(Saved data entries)
------------------------------------------------

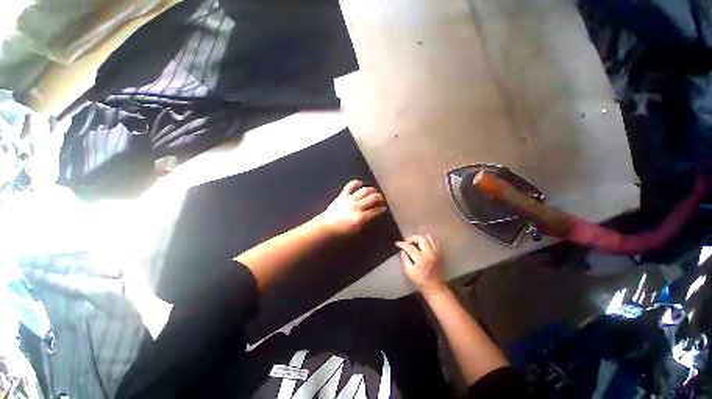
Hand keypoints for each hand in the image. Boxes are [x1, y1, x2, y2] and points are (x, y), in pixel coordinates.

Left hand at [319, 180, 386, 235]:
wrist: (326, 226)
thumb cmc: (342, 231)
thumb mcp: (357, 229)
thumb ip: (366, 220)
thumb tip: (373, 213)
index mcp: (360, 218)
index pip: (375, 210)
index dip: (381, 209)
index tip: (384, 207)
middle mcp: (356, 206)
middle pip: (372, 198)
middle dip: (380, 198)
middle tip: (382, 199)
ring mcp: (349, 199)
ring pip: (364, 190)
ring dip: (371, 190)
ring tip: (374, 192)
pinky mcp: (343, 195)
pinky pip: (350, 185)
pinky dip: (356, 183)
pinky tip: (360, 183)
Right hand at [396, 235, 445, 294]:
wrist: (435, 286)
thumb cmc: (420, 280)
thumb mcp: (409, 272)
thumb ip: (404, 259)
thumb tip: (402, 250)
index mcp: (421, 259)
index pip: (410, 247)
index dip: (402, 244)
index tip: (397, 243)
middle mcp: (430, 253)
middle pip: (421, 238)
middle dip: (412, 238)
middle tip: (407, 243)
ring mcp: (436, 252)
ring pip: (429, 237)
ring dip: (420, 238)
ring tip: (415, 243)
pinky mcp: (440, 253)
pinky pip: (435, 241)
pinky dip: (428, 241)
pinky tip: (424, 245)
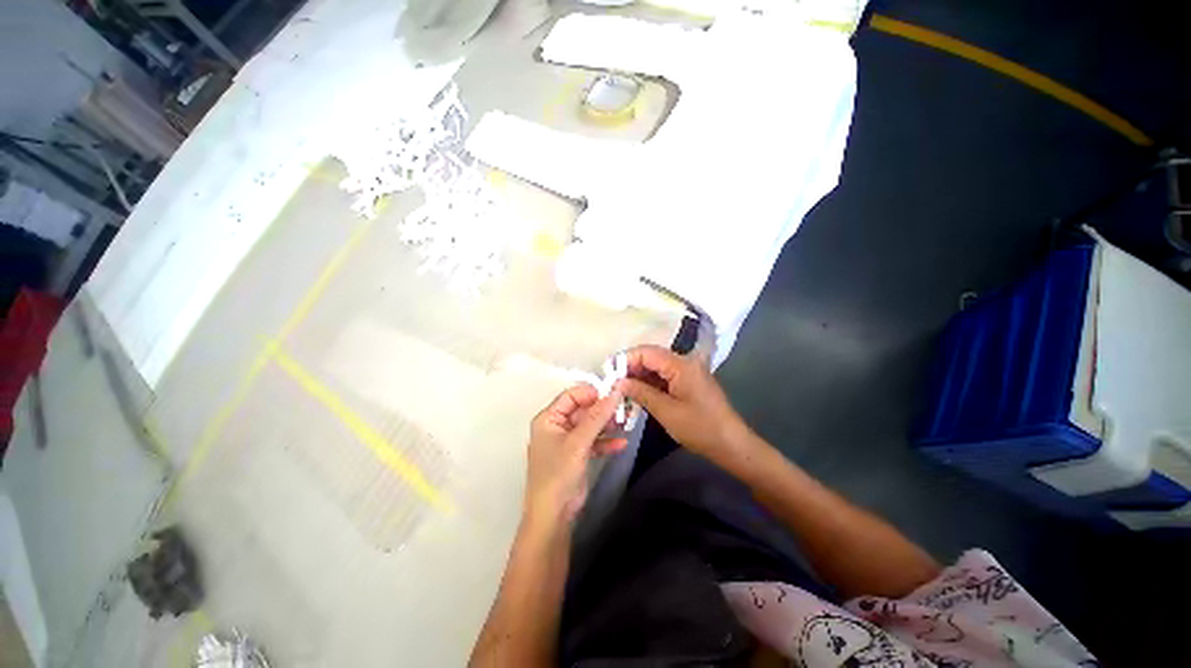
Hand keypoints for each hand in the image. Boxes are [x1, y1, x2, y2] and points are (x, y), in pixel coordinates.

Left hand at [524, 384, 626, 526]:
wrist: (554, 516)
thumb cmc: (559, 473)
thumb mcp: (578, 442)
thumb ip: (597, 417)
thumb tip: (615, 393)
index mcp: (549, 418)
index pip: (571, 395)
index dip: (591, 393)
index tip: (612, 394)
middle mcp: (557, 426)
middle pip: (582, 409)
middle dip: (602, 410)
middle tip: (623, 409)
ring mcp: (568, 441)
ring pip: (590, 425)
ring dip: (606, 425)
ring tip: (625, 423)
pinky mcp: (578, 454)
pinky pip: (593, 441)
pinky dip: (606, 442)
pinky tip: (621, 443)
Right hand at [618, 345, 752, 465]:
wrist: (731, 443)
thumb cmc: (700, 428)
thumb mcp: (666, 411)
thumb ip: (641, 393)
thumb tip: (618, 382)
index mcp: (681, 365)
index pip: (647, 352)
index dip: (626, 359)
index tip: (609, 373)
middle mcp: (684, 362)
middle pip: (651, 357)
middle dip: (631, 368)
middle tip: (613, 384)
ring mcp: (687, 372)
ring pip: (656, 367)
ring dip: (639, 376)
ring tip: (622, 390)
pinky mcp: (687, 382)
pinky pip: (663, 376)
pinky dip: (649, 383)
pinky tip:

------------------------------------------------

### Task statement:
All lines from the one containing "index pip: (571, 395)" through the last line of the data, both included, are to be retyped exactly, and no other line belongs in the answer.

### Problem solution:
index pip: (571, 395)
index dip: (591, 393)
index tip: (612, 394)
middle mcp: (557, 426)
middle pip: (582, 409)
middle dip: (602, 410)
middle tip: (623, 409)
ring mcp: (568, 441)
ring pip: (590, 425)
ring dip: (606, 425)
ring tip: (625, 423)
pinky mcp: (578, 454)
pinky pip: (593, 441)
pinky dip: (606, 442)
pinky tip: (621, 443)
Right hand at [618, 345, 752, 465]:
wrist: (731, 443)
thumb cmc: (700, 428)
thumb mcp: (666, 411)
thumb ip: (641, 393)
thumb tip: (618, 382)
index mcp: (681, 365)
index pip: (647, 352)
index dip: (626, 359)
index tip: (609, 373)
middle mcp: (684, 362)
middle pip: (651, 357)
middle dip: (631, 368)
middle tip: (613, 384)
ring mcp: (687, 372)
ring pip: (656, 367)
ring dip: (639, 376)
ring tip: (622, 390)
pinky mcp: (687, 382)
pinky pip: (663, 376)
pinky dip: (649, 383)
pinky tip:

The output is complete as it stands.